Output each record below exactly, leaving any picture out of the copy.

◇ ◇ ◇ ◇ ◇

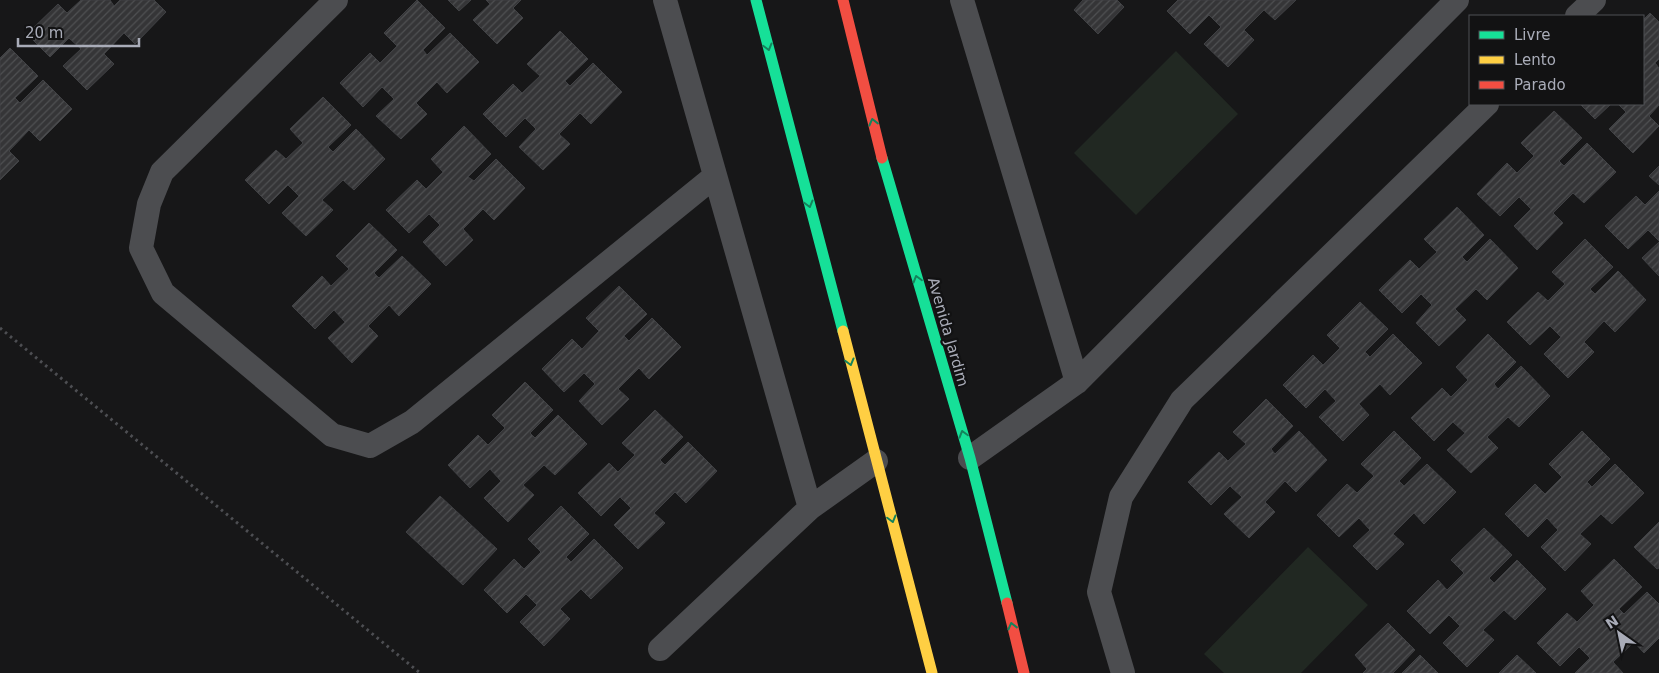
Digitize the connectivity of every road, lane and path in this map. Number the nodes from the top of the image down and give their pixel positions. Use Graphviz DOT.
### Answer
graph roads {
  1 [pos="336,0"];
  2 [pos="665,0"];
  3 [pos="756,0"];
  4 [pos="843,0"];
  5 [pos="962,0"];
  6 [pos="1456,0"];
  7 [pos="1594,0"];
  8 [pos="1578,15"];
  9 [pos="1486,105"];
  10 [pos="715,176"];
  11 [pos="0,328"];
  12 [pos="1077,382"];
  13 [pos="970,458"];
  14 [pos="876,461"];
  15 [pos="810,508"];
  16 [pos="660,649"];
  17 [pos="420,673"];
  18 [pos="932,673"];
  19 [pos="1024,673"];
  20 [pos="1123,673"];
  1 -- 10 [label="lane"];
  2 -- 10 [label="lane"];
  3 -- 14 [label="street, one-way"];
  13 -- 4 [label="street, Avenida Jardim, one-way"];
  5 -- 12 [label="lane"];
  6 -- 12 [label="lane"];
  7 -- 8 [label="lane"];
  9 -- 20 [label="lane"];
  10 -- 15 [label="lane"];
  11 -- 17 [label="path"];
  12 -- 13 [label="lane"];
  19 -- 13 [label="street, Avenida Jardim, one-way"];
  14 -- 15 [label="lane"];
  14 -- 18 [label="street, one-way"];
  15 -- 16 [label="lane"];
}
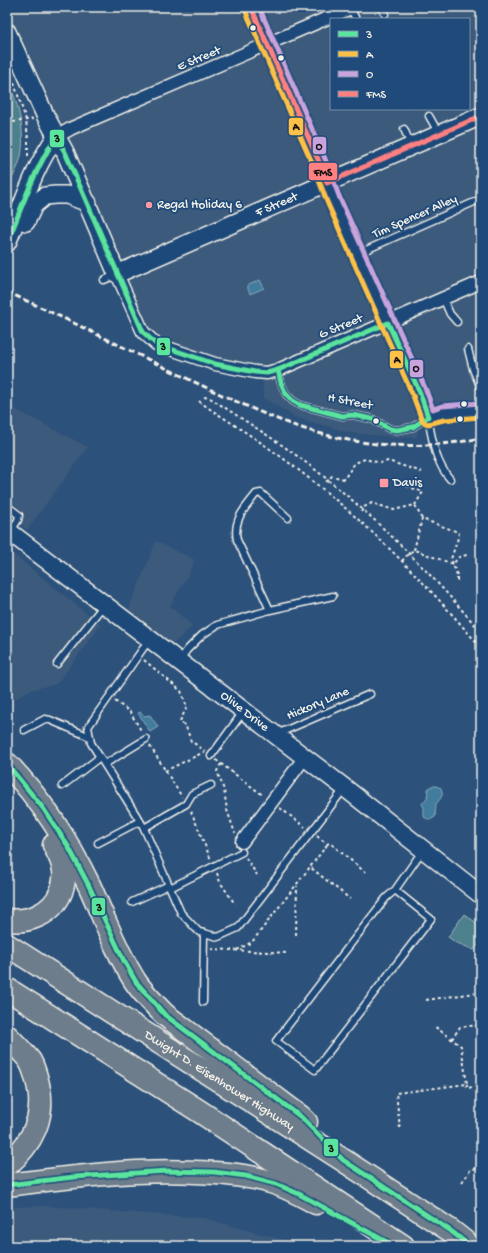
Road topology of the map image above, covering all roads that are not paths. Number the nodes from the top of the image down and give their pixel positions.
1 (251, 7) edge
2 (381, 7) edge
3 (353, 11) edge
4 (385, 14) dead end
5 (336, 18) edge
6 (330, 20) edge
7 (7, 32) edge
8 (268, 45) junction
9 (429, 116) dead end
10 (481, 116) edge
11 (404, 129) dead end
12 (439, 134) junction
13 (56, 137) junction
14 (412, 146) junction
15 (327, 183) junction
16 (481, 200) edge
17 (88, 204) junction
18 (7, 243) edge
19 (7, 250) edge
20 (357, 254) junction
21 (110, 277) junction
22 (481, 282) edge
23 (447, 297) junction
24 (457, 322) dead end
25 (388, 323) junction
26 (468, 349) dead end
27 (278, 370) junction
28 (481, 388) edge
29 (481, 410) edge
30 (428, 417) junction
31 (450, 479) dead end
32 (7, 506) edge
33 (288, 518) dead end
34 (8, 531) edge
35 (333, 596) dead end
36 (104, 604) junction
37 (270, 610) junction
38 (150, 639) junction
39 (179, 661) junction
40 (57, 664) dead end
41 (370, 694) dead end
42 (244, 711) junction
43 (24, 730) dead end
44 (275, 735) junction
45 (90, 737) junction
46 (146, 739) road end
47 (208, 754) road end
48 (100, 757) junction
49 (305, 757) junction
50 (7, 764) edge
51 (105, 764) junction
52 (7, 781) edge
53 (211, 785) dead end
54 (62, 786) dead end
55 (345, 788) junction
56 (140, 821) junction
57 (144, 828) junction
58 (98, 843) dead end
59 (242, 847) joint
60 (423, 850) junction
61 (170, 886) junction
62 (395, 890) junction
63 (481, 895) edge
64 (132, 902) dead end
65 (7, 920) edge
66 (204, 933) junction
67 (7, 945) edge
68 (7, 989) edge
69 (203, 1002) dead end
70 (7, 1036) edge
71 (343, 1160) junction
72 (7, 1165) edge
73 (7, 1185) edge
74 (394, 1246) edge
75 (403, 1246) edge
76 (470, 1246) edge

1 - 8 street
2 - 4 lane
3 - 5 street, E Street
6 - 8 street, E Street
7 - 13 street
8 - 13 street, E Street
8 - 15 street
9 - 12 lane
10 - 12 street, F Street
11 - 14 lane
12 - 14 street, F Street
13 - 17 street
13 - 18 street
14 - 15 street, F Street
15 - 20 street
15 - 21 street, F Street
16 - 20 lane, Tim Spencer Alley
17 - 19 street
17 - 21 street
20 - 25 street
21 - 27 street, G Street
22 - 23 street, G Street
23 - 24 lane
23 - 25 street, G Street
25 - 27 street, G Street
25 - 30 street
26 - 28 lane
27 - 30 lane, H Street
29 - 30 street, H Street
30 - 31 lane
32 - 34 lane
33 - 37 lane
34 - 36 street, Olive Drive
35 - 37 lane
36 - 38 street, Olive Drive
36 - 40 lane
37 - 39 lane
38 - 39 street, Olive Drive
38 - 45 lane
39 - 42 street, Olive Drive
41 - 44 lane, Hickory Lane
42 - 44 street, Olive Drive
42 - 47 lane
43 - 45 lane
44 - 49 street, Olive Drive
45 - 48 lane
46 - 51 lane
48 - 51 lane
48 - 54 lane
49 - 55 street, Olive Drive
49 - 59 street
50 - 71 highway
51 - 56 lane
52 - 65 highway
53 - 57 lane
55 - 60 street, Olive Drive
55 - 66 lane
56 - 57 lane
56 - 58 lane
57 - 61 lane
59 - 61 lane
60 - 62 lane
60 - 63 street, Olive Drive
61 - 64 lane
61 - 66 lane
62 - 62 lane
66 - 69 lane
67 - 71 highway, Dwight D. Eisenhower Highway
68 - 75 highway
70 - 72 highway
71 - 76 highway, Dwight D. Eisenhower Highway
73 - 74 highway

◇ ◇ ◇ ◇ ◇

▶ Solution for this problem:
Digitize the connectivity of every road, lane and path in this map. Number the nodes from the top of the image down and give their pixel positions. Use Graphviz DOT.
### Answer
graph roads {
  1 [pos="336,0"];
  2 [pos="665,0"];
  3 [pos="756,0"];
  4 [pos="843,0"];
  5 [pos="962,0"];
  6 [pos="1456,0"];
  7 [pos="1594,0"];
  8 [pos="1578,15"];
  9 [pos="1486,105"];
  10 [pos="715,176"];
  11 [pos="0,328"];
  12 [pos="1077,382"];
  13 [pos="970,458"];
  14 [pos="876,461"];
  15 [pos="810,508"];
  16 [pos="660,649"];
  17 [pos="420,673"];
  18 [pos="932,673"];
  19 [pos="1024,673"];
  20 [pos="1123,673"];
  1 -- 10 [label="lane"];
  2 -- 10 [label="lane"];
  3 -- 14 [label="street, one-way"];
  13 -- 4 [label="street, Avenida Jardim, one-way"];
  5 -- 12 [label="lane"];
  6 -- 12 [label="lane"];
  7 -- 8 [label="lane"];
  9 -- 20 [label="lane"];
  10 -- 15 [label="lane"];
  11 -- 17 [label="path"];
  12 -- 13 [label="lane"];
  19 -- 13 [label="street, Avenida Jardim, one-way"];
  14 -- 15 [label="lane"];
  14 -- 18 [label="street, one-way"];
  15 -- 16 [label="lane"];
}
Road topology of the map image above, covering all roads that are not paths. Number the nodes from the top of the image down and give their pixel positions.
1 (251, 7) edge
2 (381, 7) edge
3 (353, 11) edge
4 (385, 14) dead end
5 (336, 18) edge
6 (330, 20) edge
7 (7, 32) edge
8 (268, 45) junction
9 (429, 116) dead end
10 (481, 116) edge
11 (404, 129) dead end
12 (439, 134) junction
13 (56, 137) junction
14 (412, 146) junction
15 (327, 183) junction
16 (481, 200) edge
17 (88, 204) junction
18 (7, 243) edge
19 (7, 250) edge
20 (357, 254) junction
21 (110, 277) junction
22 (481, 282) edge
23 (447, 297) junction
24 (457, 322) dead end
25 (388, 323) junction
26 (468, 349) dead end
27 (278, 370) junction
28 (481, 388) edge
29 (481, 410) edge
30 (428, 417) junction
31 (450, 479) dead end
32 (7, 506) edge
33 (288, 518) dead end
34 (8, 531) edge
35 (333, 596) dead end
36 (104, 604) junction
37 (270, 610) junction
38 (150, 639) junction
39 (179, 661) junction
40 (57, 664) dead end
41 (370, 694) dead end
42 (244, 711) junction
43 (24, 730) dead end
44 (275, 735) junction
45 (90, 737) junction
46 (146, 739) road end
47 (208, 754) road end
48 (100, 757) junction
49 (305, 757) junction
50 (7, 764) edge
51 (105, 764) junction
52 (7, 781) edge
53 (211, 785) dead end
54 (62, 786) dead end
55 (345, 788) junction
56 (140, 821) junction
57 (144, 828) junction
58 (98, 843) dead end
59 (242, 847) joint
60 (423, 850) junction
61 (170, 886) junction
62 (395, 890) junction
63 (481, 895) edge
64 (132, 902) dead end
65 (7, 920) edge
66 (204, 933) junction
67 (7, 945) edge
68 (7, 989) edge
69 (203, 1002) dead end
70 (7, 1036) edge
71 (343, 1160) junction
72 (7, 1165) edge
73 (7, 1185) edge
74 (394, 1246) edge
75 (403, 1246) edge
76 (470, 1246) edge

1 - 8 street
2 - 4 lane
3 - 5 street, E Street
6 - 8 street, E Street
7 - 13 street
8 - 13 street, E Street
8 - 15 street
9 - 12 lane
10 - 12 street, F Street
11 - 14 lane
12 - 14 street, F Street
13 - 17 street
13 - 18 street
14 - 15 street, F Street
15 - 20 street
15 - 21 street, F Street
16 - 20 lane, Tim Spencer Alley
17 - 19 street
17 - 21 street
20 - 25 street
21 - 27 street, G Street
22 - 23 street, G Street
23 - 24 lane
23 - 25 street, G Street
25 - 27 street, G Street
25 - 30 street
26 - 28 lane
27 - 30 lane, H Street
29 - 30 street, H Street
30 - 31 lane
32 - 34 lane
33 - 37 lane
34 - 36 street, Olive Drive
35 - 37 lane
36 - 38 street, Olive Drive
36 - 40 lane
37 - 39 lane
38 - 39 street, Olive Drive
38 - 45 lane
39 - 42 street, Olive Drive
41 - 44 lane, Hickory Lane
42 - 44 street, Olive Drive
42 - 47 lane
43 - 45 lane
44 - 49 street, Olive Drive
45 - 48 lane
46 - 51 lane
48 - 51 lane
48 - 54 lane
49 - 55 street, Olive Drive
49 - 59 street
50 - 71 highway
51 - 56 lane
52 - 65 highway
53 - 57 lane
55 - 60 street, Olive Drive
55 - 66 lane
56 - 57 lane
56 - 58 lane
57 - 61 lane
59 - 61 lane
60 - 62 lane
60 - 63 street, Olive Drive
61 - 64 lane
61 - 66 lane
62 - 62 lane
66 - 69 lane
67 - 71 highway, Dwight D. Eisenhower Highway
68 - 75 highway
70 - 72 highway
71 - 76 highway, Dwight D. Eisenhower Highway
73 - 74 highway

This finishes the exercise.